WHAT IS EXPECTED =>
If a line in the records below contains "青梅街道", copy that line.

(Records excerpted from a collection)
---+---
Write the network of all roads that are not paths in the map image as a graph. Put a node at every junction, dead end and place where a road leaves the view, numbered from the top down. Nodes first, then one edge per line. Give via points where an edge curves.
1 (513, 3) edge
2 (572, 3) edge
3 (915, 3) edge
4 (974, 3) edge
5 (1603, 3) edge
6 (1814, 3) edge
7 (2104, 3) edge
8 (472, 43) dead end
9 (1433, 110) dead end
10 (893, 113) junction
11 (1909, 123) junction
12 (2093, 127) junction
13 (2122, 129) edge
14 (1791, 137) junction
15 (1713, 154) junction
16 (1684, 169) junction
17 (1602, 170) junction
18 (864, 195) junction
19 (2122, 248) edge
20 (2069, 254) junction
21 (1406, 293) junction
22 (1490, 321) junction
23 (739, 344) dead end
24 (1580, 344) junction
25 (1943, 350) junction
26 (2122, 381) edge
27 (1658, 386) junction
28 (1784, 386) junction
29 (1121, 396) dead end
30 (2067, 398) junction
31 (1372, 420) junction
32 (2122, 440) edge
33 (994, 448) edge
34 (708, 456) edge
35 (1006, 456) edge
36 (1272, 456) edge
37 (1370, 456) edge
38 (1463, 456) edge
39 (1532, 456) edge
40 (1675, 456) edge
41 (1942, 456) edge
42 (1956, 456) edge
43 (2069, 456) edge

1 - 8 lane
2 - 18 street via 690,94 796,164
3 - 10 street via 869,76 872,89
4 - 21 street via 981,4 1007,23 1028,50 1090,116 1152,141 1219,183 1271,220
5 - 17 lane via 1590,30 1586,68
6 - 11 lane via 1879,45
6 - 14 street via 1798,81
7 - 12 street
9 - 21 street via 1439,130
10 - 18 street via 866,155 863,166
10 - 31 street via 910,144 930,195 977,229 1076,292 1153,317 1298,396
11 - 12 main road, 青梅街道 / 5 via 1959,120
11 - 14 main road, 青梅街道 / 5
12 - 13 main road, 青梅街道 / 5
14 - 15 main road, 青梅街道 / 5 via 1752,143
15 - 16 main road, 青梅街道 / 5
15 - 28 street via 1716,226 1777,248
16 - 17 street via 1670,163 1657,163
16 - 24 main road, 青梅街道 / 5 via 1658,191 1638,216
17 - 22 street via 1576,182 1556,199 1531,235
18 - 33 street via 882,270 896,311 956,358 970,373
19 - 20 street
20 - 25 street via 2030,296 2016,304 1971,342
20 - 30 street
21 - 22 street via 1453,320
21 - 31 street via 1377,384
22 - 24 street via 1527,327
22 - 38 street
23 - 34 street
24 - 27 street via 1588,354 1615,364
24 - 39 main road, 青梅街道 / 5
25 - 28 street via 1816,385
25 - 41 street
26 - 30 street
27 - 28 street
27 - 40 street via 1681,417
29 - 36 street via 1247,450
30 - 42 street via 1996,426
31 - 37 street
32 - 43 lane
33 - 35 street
---+---
THE COMPLETED TASK =>
11 - 12 main road, 青梅街道 / 5 via 1959,120
11 - 14 main road, 青梅街道 / 5
12 - 13 main road, 青梅街道 / 5
14 - 15 main road, 青梅街道 / 5 via 1752,143
15 - 16 main road, 青梅街道 / 5
16 - 24 main road, 青梅街道 / 5 via 1658,191 1638,216
24 - 39 main road, 青梅街道 / 5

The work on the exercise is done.